I ran into the Conservative MP for Croydon trawling the village High Street in Sanderstead, Surrey. He was campaigning for re-election in the Thatcher years. He asked if I could vote for him. I said it was not my place to vote in a British election.
“Why not?” he asked. “You are a Commonwealth citizen, aren’t you?”
I said indeed I was.
“You pay taxes, don’t you?”
I said indeed, I did.
“Then you’re entitled to vote. It’s your right!”

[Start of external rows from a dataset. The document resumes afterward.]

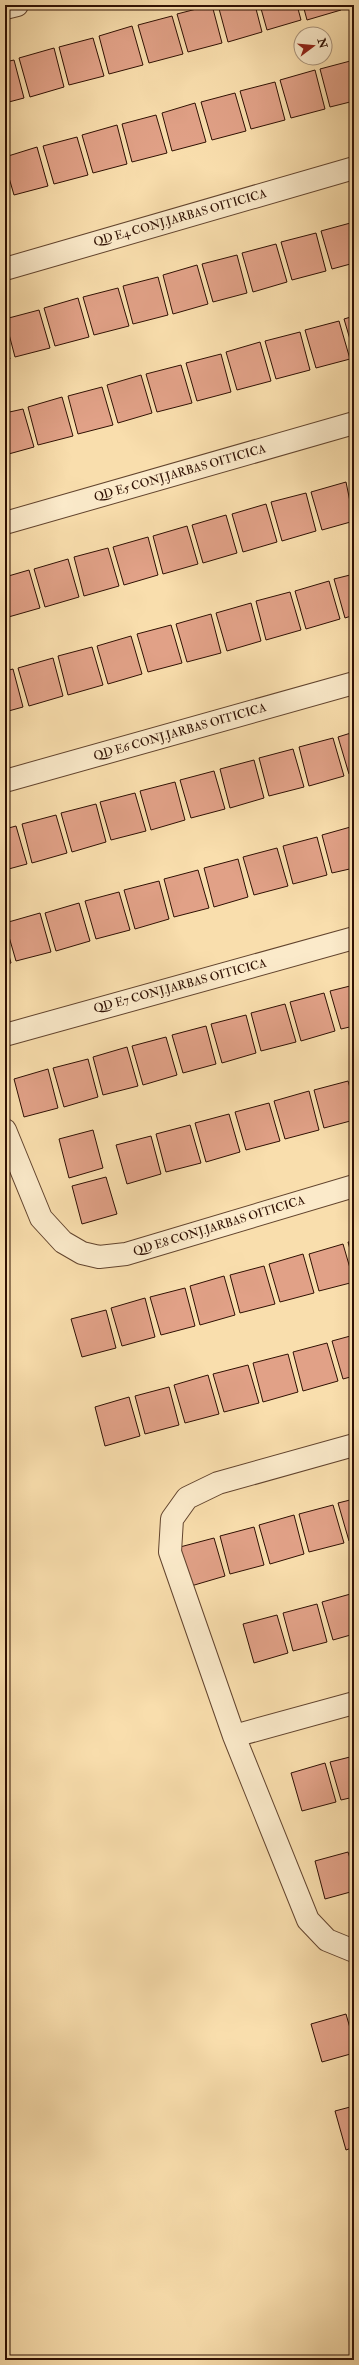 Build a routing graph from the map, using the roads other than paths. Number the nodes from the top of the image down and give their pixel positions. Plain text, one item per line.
1 (17, 5) edge
2 (5, 8) edge
3 (354, 168) edge
4 (5, 269) edge
5 (354, 423) edge
6 (5, 523) edge
7 (354, 684) edge
8 (5, 781) edge
9 (354, 938) edge
10 (5, 1034) edge
11 (5, 1130) edge
12 (354, 1186) edge
13 (354, 1445) edge
14 (354, 1703) edge
15 (234, 1736) junction
16 (353, 1951) edge

1 - 2 street
3 - 4 street, QD E4 CONJ.JARBAS OITICICA
5 - 6 street, QD E5 CONJ.JARBAS OITICICA
7 - 8 street, QD E6 CONJ.JARBAS OITICICA
9 - 10 street, QD E7 CONJ.JARBAS OITICICA
11 - 12 street, QD E8 CONJ.JARBAS OITICICA
13 - 15 street
14 - 15 street
15 - 16 street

I said I considered myself a guest in his country. The taxes I paid were for the privilege of living under the protection of Her Majesty the Queen. What I did not go on to say was that the bones of my ancestor lie in the hallowed Esan ground of Edo-land in Nigeria, and that that fact alone enforced a special relationship which will always bid me to Nigeria in a way I could not feel about Britain. The emotional sense of not wholly belonging that comes with not being a native son flakes the exile’s self confidence in his right to participate in the affairs of the host community. I respect those that settle comfortably into an adopted nationality and have no yearning to look back over their shoulder. It is a transformation I have not been able to make.
However, although Nigeria is my homeland and I have never felt the need to make a substitution for my native-born nationality, I have never consciously taken refuge in Nigerian nationalism, which may be a contradiction. I certainly have never been a nationalist activist, unless I count the stirrings of anti-colonialism when we sang “God save our gracious Zik” to bastardise the British Anthem’s “God save our gracious King” required of us at schoolchildren’s parade on Empire Day. I am more comfortable describing myself as an African patriot. I have never used my race as an excuse, nor hidden behind it as a shield. I am a citizen of the world community who happens to be Black.
Excerpted from Then Spoke The Thunder, by Peter Enahoro, published in 2009 by Broadmind Communications, London.
Enahoro, author of How to be a Nigerian, You Gotta Cry to Laugh and The Complete Nigerian, died in London Monday, April 24, 2023. One of Nigeria’s most celebrated editors/columnists, he was 88.